Count the lines below that contain the word "Dial" and give only the number.
[EXTRACTED MATERIAL Boundary: Start]
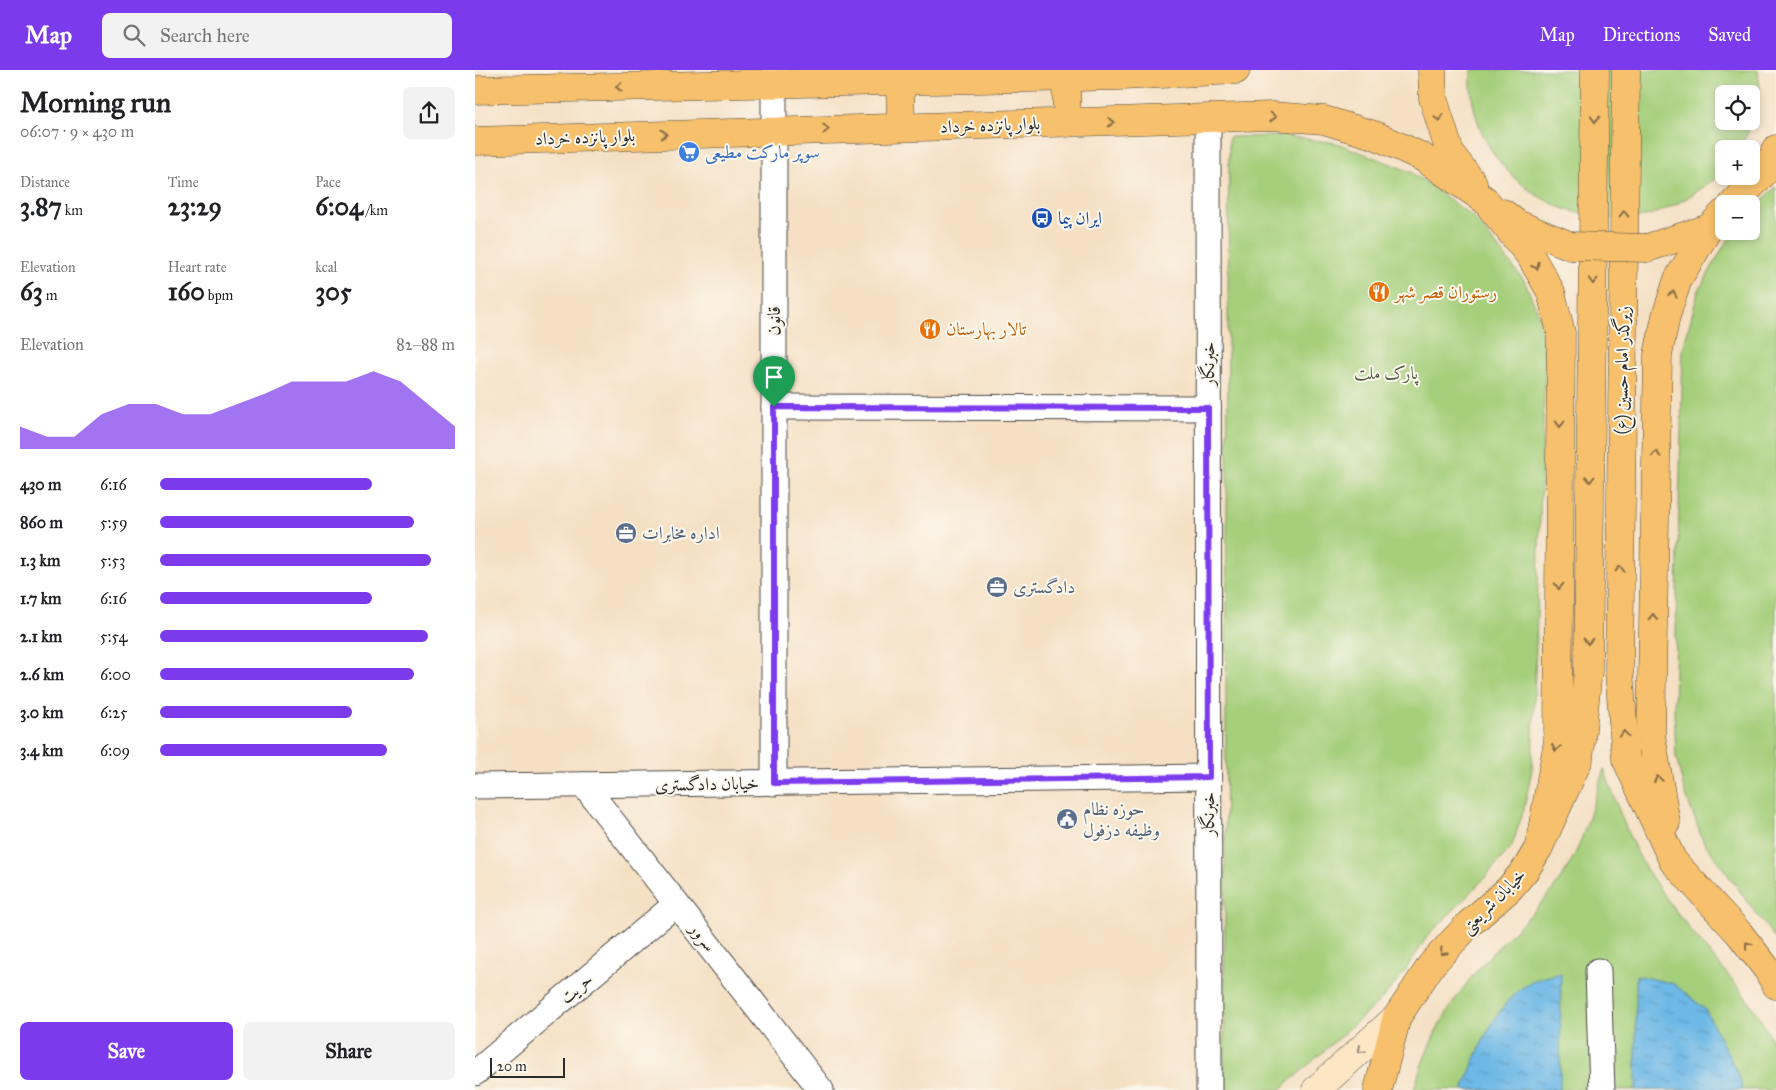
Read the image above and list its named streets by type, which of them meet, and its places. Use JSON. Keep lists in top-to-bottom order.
{
  "streets": {
    "main road": ["بلوار پانزده خرداد", "زیرگذر امام حسین (ع)", "خیابان شریعتی"],
    "street": [
      "قانون",
      "خبرنگار",
      "خیابان دادگستری",
      "سرور",
      "حریت"
    ]
  },
  "crossings": [
    ["بلوار پانزده خرداد", "قانون"],
    ["بلوار پانزده خرداد", "خبرنگار"],
    ["قانون", "خیابان دادگستری"],
    ["خبرنگار", "خیابان دادگستری"],
    ["زیرگذر امام حسین (ع)", "خیابان شریعتی"],
    ["خیابان دادگستری", "سرور"],
    ["سرور", "حریت"]
  ],
  "one_way": ["خیابان شریعتی"],
  "parks": ["پارک ملت"],
  "places": {
    "supermarket": ["سوپر مارکت مطیعی"],
    "bus stop": ["ایران پیما"],
    "restaurant": ["رستوران قصر شهر", "تالار بهارستان"],
    "office": ["اداره مخابرات", "دادگستری"],
    "public building": ["حوزه نظام وظیفه دزفول"]
  },
  "scale_bar": "20 m",
  "page": {
    "header": "Map",
    "search": "Search here",
    "nav": ["Map", "Directions", "Saved"],
    "heading": ["Morning run", "06:07 · 9 × 430 m"],
    "map_buttons": ["+", "−"],
    "stats": [
      ["Distance", "3.87 km"],
      ["Time", "23:29"],
      ["Pace", "6:04 /km"],
      ["Elevation", "63 m"],
      ["Heart rate", "160 bpm"],
      ["kcal", "305"]
    ],
    "chart": ["Elevation", "82–88 m"],
    "list": [
      {
        "name": "430 m",
        "note": "6:16"
      },
      {
        "name": "860 m",
        "note": "5:59"
      },
      {
        "name": "1.3 km",
        "note": "5:53"
      },
      {
        "name": "1.7 km",
        "note": "6:16"
      },
      {
        "name": "2.1 km",
        "note": "5:54"
      },
      {
        "name": "2.6 km",
        "note": "6:00"
      },
      {
        "name": "3.0 km",
        "note": "6:25"
      },
      {
        "name": "3.4 km",
        "note": "6:09"
      }
    ],
    "buttons": ["Save", "Share"],
    "scale": "20 m"
  }
}
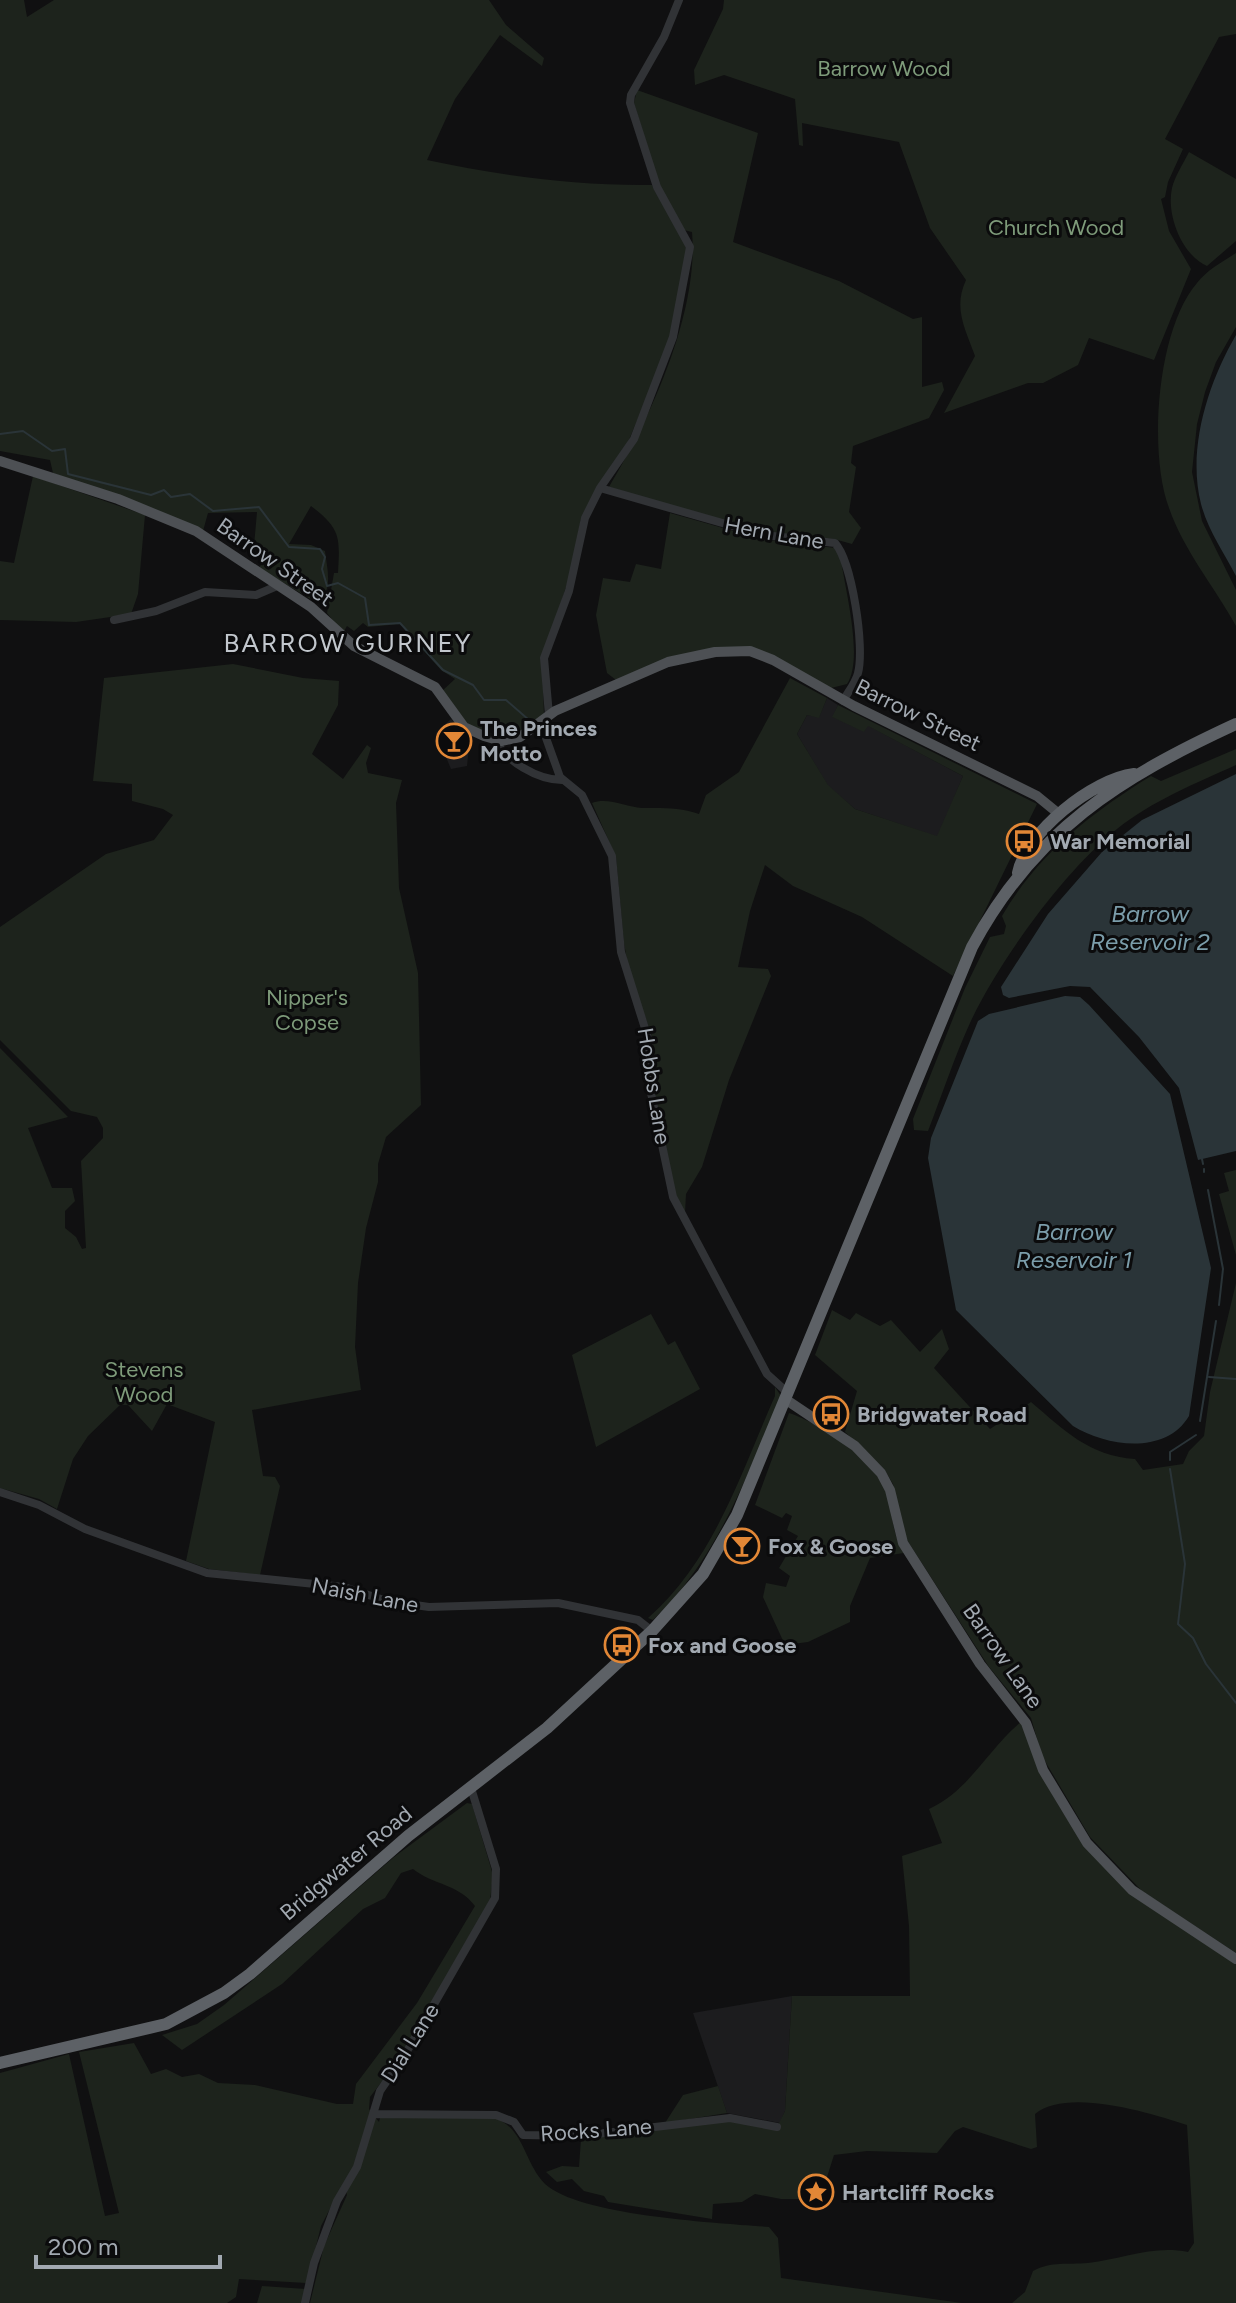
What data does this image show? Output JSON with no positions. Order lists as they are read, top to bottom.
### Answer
{
  "streets": {
    "highway": ["Bridgwater Road"],
    "main road": ["Barrow Street", "Barrow Lane"],
    "street": [
      "Hern Lane",
      "Hobbs Lane",
      "Naish Lane",
      "Dial Lane",
      "Rocks Lane"
    ]
  },
  "crossings": [
    ["Hern Lane", "Barrow Street"],
    ["Hern Lane", "Hobbs Lane"],
    ["Barrow Street", "Hobbs Lane"],
    ["Barrow Street", "Bridgwater Road"],
    ["Hobbs Lane", "Barrow Lane"],
    ["Hobbs Lane", "Bridgwater Road"],
    ["Naish Lane", "Bridgwater Road"],
    ["Barrow Lane", "Bridgwater Road"],
    ["Bridgwater Road", "Dial Lane"],
    ["Dial Lane", "Rocks Lane"]
  ],
  "districts": ["BARROW GURNEY"],
  "water": ["Barrow Reservoir 2", "Barrow Reservoir 1"],
  "parks": [
    "Barrow Wood",
    "Church Wood",
    "Nipper's Copse",
    "Stevens Wood"
  ],
  "places": {
    "bar": ["The Princes Motto", "Fox & Goose"],
    "bus stop": ["War Memorial", "Bridgwater Road", "Fox and Goose"],
    "place": ["Hartcliff Rocks"]
  },
  "scale_bar": "200 m"
}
[EXTRACTED MATERIAL Boundary: End]
> RESULT OF THIS EXERCISE
3